There are entries for Dark Lords and what they do, magic swords and where they come from, haunted forests and what they contain, and so on. It can all be read as a thinly veiled criticism of the fantasy genre as overly derivative, clichéd, and unimaginative. Alternatively it can be seen as an affectionate study of the themes and ideas that resonate through fantasy writing. The tone is generally tongue-in-cheek, with such explanations as why there are Dark Lords but no Dark Ladies, why casual sex in Fantasyland almost never results in pregnancy, and why male virginity is useless whereas female virginity is highly prized.

==Publication history==
The first edition Tough Guide (Vista, 1996, ISBN 0-575-60106-X) was a 223-page paperback.
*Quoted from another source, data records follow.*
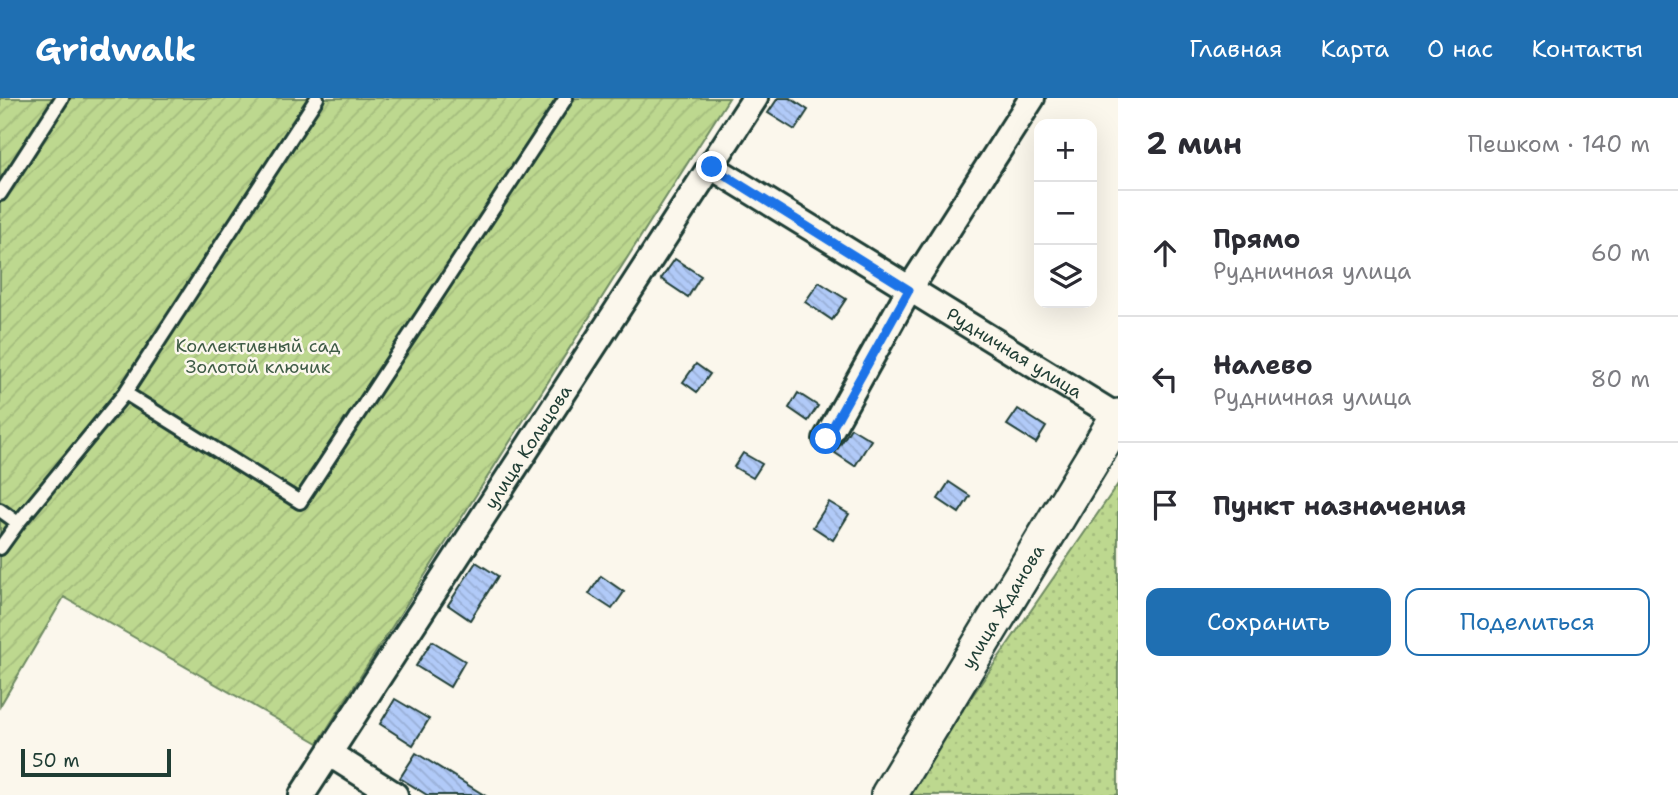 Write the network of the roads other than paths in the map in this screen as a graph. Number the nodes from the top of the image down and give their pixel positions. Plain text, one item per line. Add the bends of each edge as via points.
1 (62, 98) edge
2 (317, 98) edge
3 (566, 98) edge
4 (755, 98) edge
5 (1032, 98) edge
6 (712, 167) junction
7 (0, 194) edge
8 (909, 290) junction
9 (125, 393) junction
10 (1118, 417) edge
11 (826, 439) dead end
12 (0, 510) edge
13 (18, 523) junction
14 (0, 548) edge
15 (330, 754) junction
16 (302, 795) edge
17 (395, 795) edge
18 (889, 795) edge

1 - 7 lane
2 - 9 lane
3 - 9 lane via 300,502
4 - 6 street, улица Кольцова
5 - 8 street
6 - 8 street, Рудничная улица
6 - 15 street, улица Кольцова
8 - 10 street, Рудничная улица
8 - 11 street
9 - 13 lane
10 - 18 street, улица Жданова
12 - 13 lane
13 - 14 lane
15 - 16 street, улица Кольцова
15 - 17 street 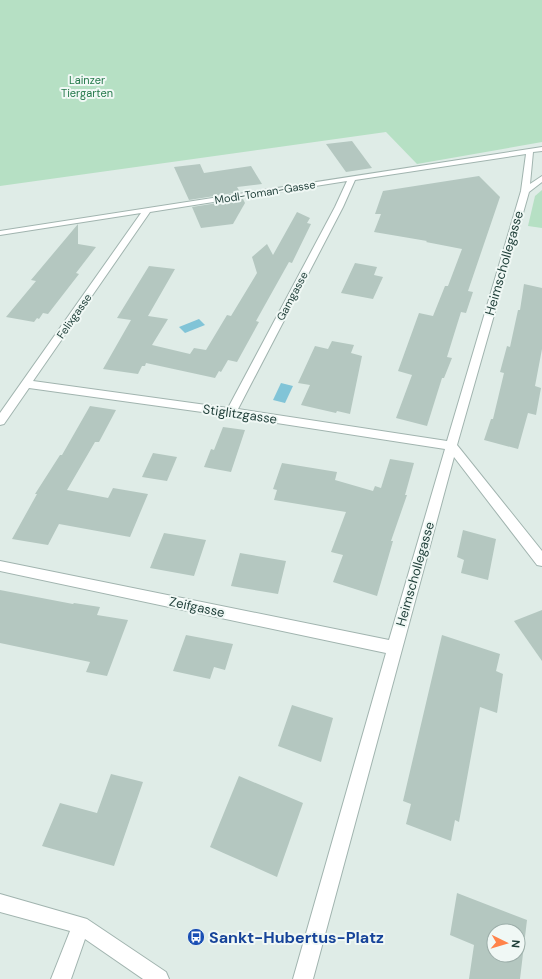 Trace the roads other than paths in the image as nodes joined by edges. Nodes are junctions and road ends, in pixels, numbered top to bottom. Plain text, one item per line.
1 (542, 149) edge
2 (530, 151) junction
3 (542, 178) edge
4 (352, 179) junction
5 (525, 191) junction
6 (146, 211) junction
7 (0, 233) edge
8 (27, 384) junction
9 (231, 412) junction
10 (0, 421) edge
11 (452, 446) junction
12 (542, 561) edge
13 (0, 566) edge
14 (394, 648) junction
15 (0, 903) edge
16 (81, 925) junction
17 (61, 979) edge
18 (159, 979) edge
19 (303, 979) edge

1 - 2 street, Modl-Toman-Gasse
2 - 4 street, Modl-Toman-Gasse
2 - 5 street, Heimschollegasse
3 - 5 street
4 - 6 street, Modl-Toman-Gasse
4 - 9 street, Gamgasse
5 - 11 street, Heimschollegasse
6 - 7 street, Modl-Toman-Gasse
6 - 8 street, Felixgasse
8 - 9 street, Stiglitzgasse
8 - 10 street, Felixgasse
9 - 11 street, Stiglitzgasse
11 - 12 street
11 - 14 street, Heimschollegasse
13 - 14 street, Zeifgasse
14 - 19 street, Heimschollegasse
15 - 16 street
16 - 17 street
16 - 18 street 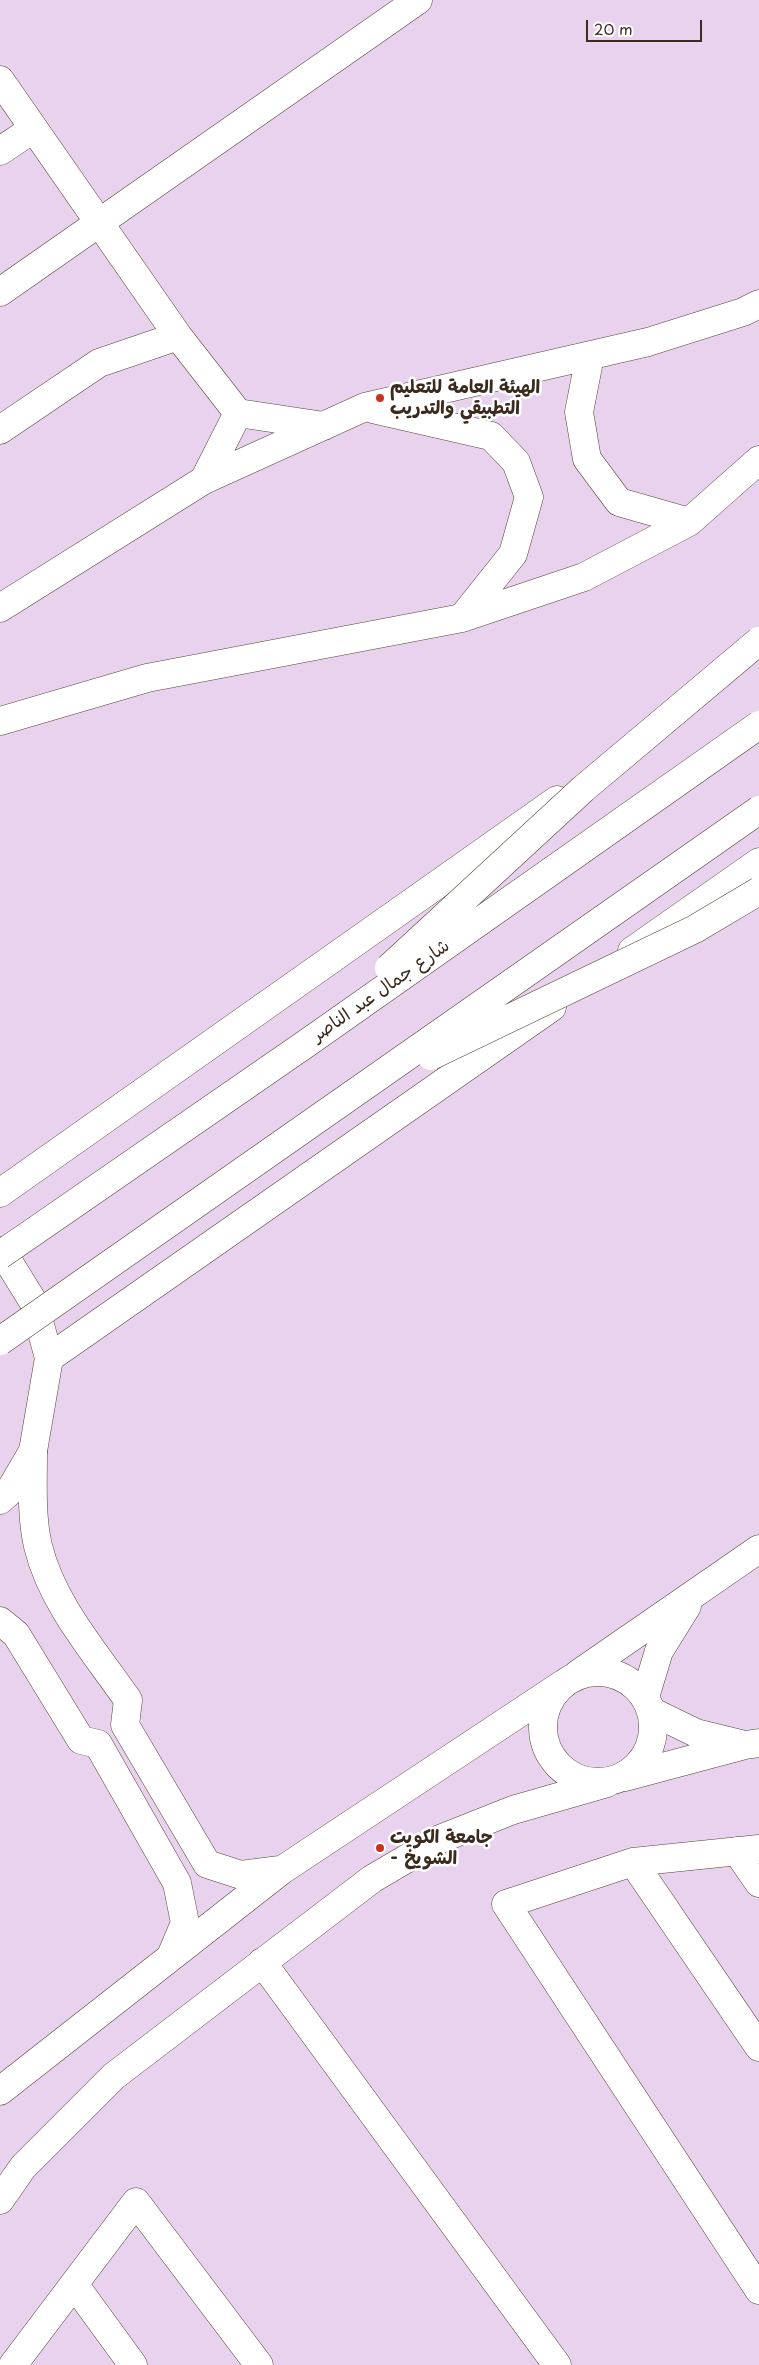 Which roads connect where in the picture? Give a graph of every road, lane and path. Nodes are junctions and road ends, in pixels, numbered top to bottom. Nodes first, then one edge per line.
1 (418, 0) edge
2 (0, 80) edge
3 (33, 129) junction
4 (0, 152) edge
5 (98, 224) junction
6 (0, 292) edge
7 (759, 304) edge
8 (178, 336) junction
9 (590, 356) junction
10 (365, 407) junction
11 (238, 413) junction
12 (324, 426) junction
13 (0, 430) edge
14 (759, 460) edge
15 (204, 480) junction
16 (689, 522) junction
17 (0, 608) edge
18 (462, 618) junction
19 (759, 641) edge
20 (759, 659) edge
21 (0, 721) edge
22 (759, 725) edge
23 (759, 810) edge
24 (759, 862) edge
25 (759, 891) edge
26 (307, 1043) junction
27 (356, 1093) junction
28 (0, 1193) edge
29 (0, 1251) edge
30 (0, 1255) edge
31 (0, 1340) edge
32 (49, 1358) junction
33 (33, 1451) junction
34 (0, 1500) edge
35 (759, 1549) edge
36 (693, 1596) junction
37 (0, 1621) edge
38 (569, 1680) junction
39 (648, 1704) junction
40 (125, 1725) junction
41 (98, 1744) junction
42 (752, 1744) edge
43 (614, 1780) junction
44 (748, 1850) edge
45 (633, 1862) junction
46 (282, 1870) junction
47 (759, 1883) edge
48 (171, 1957) junction
49 (262, 1962) junction
50 (759, 2048) edge
51 (0, 2091) edge
52 (0, 2200) edge
53 (74, 2284) junction
54 (759, 2290) edge
55 (13, 2365) edge
56 (132, 2365) edge
57 (259, 2365) edge
58 (557, 2365) edge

It was reissued in paperback by Gollancz in 1997 and first published in the US by DAW Books in 1998, both in paperback. There was a hardcover Science Fiction Book Club edition in 1999 (US) and Gollancz issued a "mini-hardcover" in 2004 (UK).

The Guide was heavily revised for the 2006 Firebird / Penguin edition. The guidebook metaphor was enhanced in many ways: the map was re-done, clip art eliminated, insets included (mimicking contemporary guidebook layout), "Tough Guides" to other non-existent places referenced and listed, and so on.

About two dozen symbolic silhouettes in the margin identify "Food" (a fork and knife), "Cliche" (the letter 'C'), and so on.

The new front cover design mimicked some guidebooks, with "The Essential Guide to Fantasy Travel (Revised and Updated Edition)" along the top edge and a mock rubber stamp "Dark Lord approved!" in the illustration.

==Reception==
Jonathan Palmer reviewed The Tough Guide to Fantasyland for Arcane magazine, rating it a 7 out of 10 overall. Palmer comments that "although there are some audible chuckles to be had, the Guide is not a side-splitter (unlike Henry Root's World of Knowledge, to which it owes a considerable debt), but it is welcome fillip to those who feel that Fantasyland has become a little predictable. For [the price], this book is recommended".

The Tough Guide was a finalist for the 1997 Hugo Award for Best Related Work, and for a World Fantasy Award, year's best special contribution, professional. It was voted third place for a Locus Award, year's best nonfiction book.